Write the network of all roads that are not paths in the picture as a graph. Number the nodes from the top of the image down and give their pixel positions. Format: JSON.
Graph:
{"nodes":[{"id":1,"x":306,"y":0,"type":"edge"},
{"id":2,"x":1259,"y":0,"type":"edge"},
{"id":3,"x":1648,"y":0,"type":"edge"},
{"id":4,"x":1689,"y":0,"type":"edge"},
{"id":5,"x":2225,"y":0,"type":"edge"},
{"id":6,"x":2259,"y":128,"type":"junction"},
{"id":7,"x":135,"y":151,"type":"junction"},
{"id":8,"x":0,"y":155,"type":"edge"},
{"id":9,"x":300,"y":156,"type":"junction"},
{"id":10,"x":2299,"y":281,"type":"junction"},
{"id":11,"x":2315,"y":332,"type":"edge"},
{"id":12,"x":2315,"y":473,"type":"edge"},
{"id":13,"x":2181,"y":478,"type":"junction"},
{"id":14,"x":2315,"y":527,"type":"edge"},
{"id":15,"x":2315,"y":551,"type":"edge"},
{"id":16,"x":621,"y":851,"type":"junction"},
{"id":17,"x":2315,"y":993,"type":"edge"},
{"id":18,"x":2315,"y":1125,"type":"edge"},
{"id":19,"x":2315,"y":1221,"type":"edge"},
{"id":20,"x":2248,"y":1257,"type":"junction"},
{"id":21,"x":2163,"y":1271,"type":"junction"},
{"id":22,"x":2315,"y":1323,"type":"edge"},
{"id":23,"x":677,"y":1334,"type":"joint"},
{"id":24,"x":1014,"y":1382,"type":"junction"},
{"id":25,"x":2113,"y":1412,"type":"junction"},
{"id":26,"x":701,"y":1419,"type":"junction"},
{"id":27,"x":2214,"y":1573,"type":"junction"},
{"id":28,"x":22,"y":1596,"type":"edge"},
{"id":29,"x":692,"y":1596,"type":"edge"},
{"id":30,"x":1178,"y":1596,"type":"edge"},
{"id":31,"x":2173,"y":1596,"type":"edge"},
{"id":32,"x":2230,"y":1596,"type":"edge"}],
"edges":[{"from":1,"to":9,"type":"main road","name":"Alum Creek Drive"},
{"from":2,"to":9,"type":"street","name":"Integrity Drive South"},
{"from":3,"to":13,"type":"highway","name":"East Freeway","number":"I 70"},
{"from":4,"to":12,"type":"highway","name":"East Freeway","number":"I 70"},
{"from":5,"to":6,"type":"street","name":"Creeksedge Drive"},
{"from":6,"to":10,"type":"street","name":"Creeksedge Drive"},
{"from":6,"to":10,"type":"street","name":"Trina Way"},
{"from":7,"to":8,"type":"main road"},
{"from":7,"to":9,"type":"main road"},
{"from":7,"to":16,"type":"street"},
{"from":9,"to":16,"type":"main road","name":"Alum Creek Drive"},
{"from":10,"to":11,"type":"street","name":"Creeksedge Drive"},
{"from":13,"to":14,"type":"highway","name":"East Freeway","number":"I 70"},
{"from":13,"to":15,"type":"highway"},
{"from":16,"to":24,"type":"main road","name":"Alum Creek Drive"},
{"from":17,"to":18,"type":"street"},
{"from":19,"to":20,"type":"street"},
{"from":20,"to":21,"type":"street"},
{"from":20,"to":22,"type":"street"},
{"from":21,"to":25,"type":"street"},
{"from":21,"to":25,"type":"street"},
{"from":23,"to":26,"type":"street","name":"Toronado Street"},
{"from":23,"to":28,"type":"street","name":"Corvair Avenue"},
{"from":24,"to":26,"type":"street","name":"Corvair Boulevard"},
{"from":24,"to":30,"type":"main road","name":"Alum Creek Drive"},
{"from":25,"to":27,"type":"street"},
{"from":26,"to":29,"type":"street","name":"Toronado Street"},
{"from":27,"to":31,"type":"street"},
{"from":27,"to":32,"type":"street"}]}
--------------------
— Directions for this task —
Nothing in the data should be left out when you retype it exactly.

— Result for this exercise —
Write the network of all roads that are not paths in the picture as a graph. Number the nodes from the top of the image down and give their pixel positions. Format: JSON.
Graph:
{"nodes":[{"id":1,"x":306,"y":0,"type":"edge"},
{"id":2,"x":1259,"y":0,"type":"edge"},
{"id":3,"x":1648,"y":0,"type":"edge"},
{"id":4,"x":1689,"y":0,"type":"edge"},
{"id":5,"x":2225,"y":0,"type":"edge"},
{"id":6,"x":2259,"y":128,"type":"junction"},
{"id":7,"x":135,"y":151,"type":"junction"},
{"id":8,"x":0,"y":155,"type":"edge"},
{"id":9,"x":300,"y":156,"type":"junction"},
{"id":10,"x":2299,"y":281,"type":"junction"},
{"id":11,"x":2315,"y":332,"type":"edge"},
{"id":12,"x":2315,"y":473,"type":"edge"},
{"id":13,"x":2181,"y":478,"type":"junction"},
{"id":14,"x":2315,"y":527,"type":"edge"},
{"id":15,"x":2315,"y":551,"type":"edge"},
{"id":16,"x":621,"y":851,"type":"junction"},
{"id":17,"x":2315,"y":993,"type":"edge"},
{"id":18,"x":2315,"y":1125,"type":"edge"},
{"id":19,"x":2315,"y":1221,"type":"edge"},
{"id":20,"x":2248,"y":1257,"type":"junction"},
{"id":21,"x":2163,"y":1271,"type":"junction"},
{"id":22,"x":2315,"y":1323,"type":"edge"},
{"id":23,"x":677,"y":1334,"type":"joint"},
{"id":24,"x":1014,"y":1382,"type":"junction"},
{"id":25,"x":2113,"y":1412,"type":"junction"},
{"id":26,"x":701,"y":1419,"type":"junction"},
{"id":27,"x":2214,"y":1573,"type":"junction"},
{"id":28,"x":22,"y":1596,"type":"edge"},
{"id":29,"x":692,"y":1596,"type":"edge"},
{"id":30,"x":1178,"y":1596,"type":"edge"},
{"id":31,"x":2173,"y":1596,"type":"edge"},
{"id":32,"x":2230,"y":1596,"type":"edge"}],
"edges":[{"from":1,"to":9,"type":"main road","name":"Alum Creek Drive"},
{"from":2,"to":9,"type":"street","name":"Integrity Drive South"},
{"from":3,"to":13,"type":"highway","name":"East Freeway","number":"I 70"},
{"from":4,"to":12,"type":"highway","name":"East Freeway","number":"I 70"},
{"from":5,"to":6,"type":"street","name":"Creeksedge Drive"},
{"from":6,"to":10,"type":"street","name":"Creeksedge Drive"},
{"from":6,"to":10,"type":"street","name":"Trina Way"},
{"from":7,"to":8,"type":"main road"},
{"from":7,"to":9,"type":"main road"},
{"from":7,"to":16,"type":"street"},
{"from":9,"to":16,"type":"main road","name":"Alum Creek Drive"},
{"from":10,"to":11,"type":"street","name":"Creeksedge Drive"},
{"from":13,"to":14,"type":"highway","name":"East Freeway","number":"I 70"},
{"from":13,"to":15,"type":"highway"},
{"from":16,"to":24,"type":"main road","name":"Alum Creek Drive"},
{"from":17,"to":18,"type":"street"},
{"from":19,"to":20,"type":"street"},
{"from":20,"to":21,"type":"street"},
{"from":20,"to":22,"type":"street"},
{"from":21,"to":25,"type":"street"},
{"from":21,"to":25,"type":"street"},
{"from":23,"to":26,"type":"street","name":"Toronado Street"},
{"from":23,"to":28,"type":"street","name":"Corvair Avenue"},
{"from":24,"to":26,"type":"street","name":"Corvair Boulevard"},
{"from":24,"to":30,"type":"main road","name":"Alum Creek Drive"},
{"from":25,"to":27,"type":"street"},
{"from":26,"to":29,"type":"street","name":"Toronado Street"},
{"from":27,"to":31,"type":"street"},
{"from":27,"to":32,"type":"street"}]}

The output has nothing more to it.